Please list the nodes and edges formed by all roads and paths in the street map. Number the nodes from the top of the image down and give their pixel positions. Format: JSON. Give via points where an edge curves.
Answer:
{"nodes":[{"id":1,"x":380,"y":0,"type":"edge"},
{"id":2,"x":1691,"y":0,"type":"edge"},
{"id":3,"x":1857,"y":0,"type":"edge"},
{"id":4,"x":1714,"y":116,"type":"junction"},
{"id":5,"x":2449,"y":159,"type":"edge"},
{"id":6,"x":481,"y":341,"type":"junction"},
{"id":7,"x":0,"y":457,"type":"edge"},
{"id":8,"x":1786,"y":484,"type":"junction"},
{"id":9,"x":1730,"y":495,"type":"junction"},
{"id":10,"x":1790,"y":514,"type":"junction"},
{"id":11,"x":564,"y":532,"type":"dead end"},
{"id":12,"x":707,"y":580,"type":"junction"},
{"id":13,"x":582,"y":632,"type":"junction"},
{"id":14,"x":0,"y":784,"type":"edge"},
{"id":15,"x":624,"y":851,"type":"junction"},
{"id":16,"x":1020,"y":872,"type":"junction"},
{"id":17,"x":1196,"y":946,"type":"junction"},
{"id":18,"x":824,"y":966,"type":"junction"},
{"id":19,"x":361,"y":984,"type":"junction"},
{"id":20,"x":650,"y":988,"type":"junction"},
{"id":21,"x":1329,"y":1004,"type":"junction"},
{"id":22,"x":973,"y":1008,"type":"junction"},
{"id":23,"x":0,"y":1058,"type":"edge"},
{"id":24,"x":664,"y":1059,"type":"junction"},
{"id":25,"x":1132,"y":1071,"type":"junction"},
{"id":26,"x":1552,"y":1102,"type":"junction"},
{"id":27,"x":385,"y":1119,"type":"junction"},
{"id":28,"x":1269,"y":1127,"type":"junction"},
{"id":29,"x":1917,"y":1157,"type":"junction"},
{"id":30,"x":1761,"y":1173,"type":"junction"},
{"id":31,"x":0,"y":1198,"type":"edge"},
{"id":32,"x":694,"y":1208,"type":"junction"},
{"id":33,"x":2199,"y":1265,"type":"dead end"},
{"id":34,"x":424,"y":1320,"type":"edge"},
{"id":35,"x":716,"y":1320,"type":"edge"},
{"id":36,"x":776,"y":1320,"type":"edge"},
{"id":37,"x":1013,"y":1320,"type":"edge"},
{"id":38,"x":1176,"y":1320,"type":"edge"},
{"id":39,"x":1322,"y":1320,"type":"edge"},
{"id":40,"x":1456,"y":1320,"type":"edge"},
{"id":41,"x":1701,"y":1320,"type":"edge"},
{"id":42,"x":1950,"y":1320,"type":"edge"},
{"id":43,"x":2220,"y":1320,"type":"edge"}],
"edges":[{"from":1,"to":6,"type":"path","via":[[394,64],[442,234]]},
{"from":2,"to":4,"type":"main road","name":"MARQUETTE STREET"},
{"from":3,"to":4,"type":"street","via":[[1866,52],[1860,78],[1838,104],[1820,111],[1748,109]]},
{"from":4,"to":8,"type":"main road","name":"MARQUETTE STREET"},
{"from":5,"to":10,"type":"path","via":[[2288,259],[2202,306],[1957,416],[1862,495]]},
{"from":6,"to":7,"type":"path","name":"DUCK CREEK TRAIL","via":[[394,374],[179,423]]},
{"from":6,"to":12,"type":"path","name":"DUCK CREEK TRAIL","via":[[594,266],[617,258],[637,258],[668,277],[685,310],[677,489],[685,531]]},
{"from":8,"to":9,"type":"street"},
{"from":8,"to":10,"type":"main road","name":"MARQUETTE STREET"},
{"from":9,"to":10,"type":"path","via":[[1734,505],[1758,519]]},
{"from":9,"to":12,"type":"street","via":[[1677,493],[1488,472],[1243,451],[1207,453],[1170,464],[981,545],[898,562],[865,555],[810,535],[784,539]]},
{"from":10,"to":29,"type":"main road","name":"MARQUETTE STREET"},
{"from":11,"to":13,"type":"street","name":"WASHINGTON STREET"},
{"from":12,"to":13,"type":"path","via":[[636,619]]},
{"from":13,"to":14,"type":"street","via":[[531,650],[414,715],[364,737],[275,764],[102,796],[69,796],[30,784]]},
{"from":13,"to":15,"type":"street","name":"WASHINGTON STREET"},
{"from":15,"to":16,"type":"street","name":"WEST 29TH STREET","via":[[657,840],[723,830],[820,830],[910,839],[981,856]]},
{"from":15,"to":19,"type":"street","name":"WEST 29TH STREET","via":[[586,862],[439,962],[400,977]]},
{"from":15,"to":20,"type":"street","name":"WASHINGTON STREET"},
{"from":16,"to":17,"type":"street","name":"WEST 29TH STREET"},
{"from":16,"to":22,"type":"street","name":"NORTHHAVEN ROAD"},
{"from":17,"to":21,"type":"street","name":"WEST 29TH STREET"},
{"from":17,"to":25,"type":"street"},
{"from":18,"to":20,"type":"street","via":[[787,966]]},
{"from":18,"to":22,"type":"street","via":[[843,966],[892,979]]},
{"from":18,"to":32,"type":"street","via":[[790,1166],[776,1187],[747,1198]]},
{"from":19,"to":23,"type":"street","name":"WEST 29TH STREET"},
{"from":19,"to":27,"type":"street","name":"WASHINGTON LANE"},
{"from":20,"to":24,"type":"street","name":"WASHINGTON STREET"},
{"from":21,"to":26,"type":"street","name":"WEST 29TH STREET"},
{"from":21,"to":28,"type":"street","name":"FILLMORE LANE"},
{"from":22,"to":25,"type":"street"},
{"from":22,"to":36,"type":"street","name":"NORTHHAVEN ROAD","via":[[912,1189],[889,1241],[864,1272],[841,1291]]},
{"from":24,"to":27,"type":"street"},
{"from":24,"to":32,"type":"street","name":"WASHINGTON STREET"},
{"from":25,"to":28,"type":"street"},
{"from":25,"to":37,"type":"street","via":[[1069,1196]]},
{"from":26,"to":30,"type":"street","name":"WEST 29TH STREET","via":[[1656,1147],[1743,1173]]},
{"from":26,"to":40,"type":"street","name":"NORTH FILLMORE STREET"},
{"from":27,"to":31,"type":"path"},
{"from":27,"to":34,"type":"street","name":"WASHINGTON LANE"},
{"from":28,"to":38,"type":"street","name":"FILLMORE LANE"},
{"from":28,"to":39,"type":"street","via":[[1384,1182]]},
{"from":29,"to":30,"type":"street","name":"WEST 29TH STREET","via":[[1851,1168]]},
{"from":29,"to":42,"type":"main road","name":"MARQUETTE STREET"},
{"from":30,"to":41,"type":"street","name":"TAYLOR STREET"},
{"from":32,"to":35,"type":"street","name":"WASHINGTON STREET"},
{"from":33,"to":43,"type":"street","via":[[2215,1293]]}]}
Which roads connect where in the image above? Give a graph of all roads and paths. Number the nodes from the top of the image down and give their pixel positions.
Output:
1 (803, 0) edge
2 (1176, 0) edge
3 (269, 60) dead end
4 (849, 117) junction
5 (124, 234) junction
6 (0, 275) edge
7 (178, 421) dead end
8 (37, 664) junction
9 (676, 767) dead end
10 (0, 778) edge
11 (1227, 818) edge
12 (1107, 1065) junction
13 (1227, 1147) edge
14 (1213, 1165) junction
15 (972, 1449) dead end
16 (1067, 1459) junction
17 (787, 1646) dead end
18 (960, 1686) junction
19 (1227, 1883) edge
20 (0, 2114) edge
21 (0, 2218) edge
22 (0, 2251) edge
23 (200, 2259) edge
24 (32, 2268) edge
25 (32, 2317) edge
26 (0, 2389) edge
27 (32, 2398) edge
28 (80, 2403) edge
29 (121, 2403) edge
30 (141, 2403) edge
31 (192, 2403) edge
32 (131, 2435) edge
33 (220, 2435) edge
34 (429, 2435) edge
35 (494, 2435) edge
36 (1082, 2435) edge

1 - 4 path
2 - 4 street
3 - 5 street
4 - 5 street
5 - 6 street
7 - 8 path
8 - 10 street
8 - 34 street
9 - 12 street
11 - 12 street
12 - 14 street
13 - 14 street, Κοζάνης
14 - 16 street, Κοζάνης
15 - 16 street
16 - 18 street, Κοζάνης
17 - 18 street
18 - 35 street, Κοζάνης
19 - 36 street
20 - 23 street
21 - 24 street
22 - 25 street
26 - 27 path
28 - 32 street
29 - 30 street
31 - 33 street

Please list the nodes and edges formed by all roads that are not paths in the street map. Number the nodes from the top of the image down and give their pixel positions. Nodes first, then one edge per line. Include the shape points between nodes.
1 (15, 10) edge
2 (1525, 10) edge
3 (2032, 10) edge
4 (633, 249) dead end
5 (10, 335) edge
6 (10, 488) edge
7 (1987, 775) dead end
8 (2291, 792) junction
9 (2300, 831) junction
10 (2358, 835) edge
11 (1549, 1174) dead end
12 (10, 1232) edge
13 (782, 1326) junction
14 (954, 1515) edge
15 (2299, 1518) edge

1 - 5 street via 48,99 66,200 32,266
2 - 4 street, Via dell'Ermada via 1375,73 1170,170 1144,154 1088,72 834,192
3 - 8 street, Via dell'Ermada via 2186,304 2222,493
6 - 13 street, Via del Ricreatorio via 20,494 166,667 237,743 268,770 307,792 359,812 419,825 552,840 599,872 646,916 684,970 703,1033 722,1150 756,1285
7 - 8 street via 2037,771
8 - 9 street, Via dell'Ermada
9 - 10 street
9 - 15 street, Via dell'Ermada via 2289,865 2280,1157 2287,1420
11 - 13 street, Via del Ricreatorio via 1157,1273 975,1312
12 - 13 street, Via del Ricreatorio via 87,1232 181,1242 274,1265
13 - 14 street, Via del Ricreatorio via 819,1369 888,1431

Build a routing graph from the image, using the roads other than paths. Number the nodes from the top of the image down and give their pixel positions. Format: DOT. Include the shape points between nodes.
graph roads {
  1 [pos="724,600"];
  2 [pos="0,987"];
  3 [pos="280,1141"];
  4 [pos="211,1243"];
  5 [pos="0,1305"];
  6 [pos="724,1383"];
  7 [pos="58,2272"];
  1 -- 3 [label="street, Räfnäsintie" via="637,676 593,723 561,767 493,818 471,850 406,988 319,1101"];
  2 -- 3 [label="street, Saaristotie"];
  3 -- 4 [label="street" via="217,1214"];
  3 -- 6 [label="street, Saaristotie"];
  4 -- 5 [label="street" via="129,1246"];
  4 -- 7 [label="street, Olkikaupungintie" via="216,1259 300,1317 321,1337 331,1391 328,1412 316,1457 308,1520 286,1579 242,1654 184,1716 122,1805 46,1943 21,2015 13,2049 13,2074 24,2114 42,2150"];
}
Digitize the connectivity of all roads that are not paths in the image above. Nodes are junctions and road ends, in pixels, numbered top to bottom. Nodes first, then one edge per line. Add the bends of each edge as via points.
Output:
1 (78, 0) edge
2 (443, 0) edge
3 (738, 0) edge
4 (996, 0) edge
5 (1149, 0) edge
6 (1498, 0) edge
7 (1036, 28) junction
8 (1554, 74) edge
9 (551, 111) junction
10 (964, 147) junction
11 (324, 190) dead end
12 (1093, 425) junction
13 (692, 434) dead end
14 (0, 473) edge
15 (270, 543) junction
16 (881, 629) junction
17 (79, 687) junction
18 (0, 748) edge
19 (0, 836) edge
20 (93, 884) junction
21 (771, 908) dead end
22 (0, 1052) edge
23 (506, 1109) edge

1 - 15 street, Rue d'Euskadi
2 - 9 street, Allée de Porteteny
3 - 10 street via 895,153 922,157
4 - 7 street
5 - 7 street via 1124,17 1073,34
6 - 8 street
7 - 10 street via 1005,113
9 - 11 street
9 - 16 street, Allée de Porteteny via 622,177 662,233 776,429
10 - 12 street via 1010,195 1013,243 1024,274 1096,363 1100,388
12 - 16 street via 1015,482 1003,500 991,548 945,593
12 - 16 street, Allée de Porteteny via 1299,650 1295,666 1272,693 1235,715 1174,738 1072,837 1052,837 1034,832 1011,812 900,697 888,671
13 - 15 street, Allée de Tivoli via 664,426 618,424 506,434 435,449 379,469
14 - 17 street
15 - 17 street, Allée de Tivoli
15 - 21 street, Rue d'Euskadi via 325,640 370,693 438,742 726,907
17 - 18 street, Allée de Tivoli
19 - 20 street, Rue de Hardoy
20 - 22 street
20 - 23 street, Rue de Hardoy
++++
**Exercise description**
Everything starting at the line containing "Build a routing" and ending at the line containing "Digitize the connectivity" in the records above should be repeated exactly, and only that.

**Final answer**
Build a routing graph from the image, using the roads other than paths. Number the nodes from the top of the image down and give their pixel positions. Format: DOT. Include the shape points between nodes.
graph roads {
  1 [pos="724,600"];
  2 [pos="0,987"];
  3 [pos="280,1141"];
  4 [pos="211,1243"];
  5 [pos="0,1305"];
  6 [pos="724,1383"];
  7 [pos="58,2272"];
  1 -- 3 [label="street, Räfnäsintie" via="637,676 593,723 561,767 493,818 471,850 406,988 319,1101"];
  2 -- 3 [label="street, Saaristotie"];
  3 -- 4 [label="street" via="217,1214"];
  3 -- 6 [label="street, Saaristotie"];
  4 -- 5 [label="street" via="129,1246"];
  4 -- 7 [label="street, Olkikaupungintie" via="216,1259 300,1317 321,1337 331,1391 328,1412 316,1457 308,1520 286,1579 242,1654 184,1716 122,1805 46,1943 21,2015 13,2049 13,2074 24,2114 42,2150"];
}
Digitize the connectivity of all roads that are not paths in the image above. Nodes are junctions and road ends, in pixels, numbered top to bottom. Nodes first, then one edge per line. Add the bends of each edge as via points.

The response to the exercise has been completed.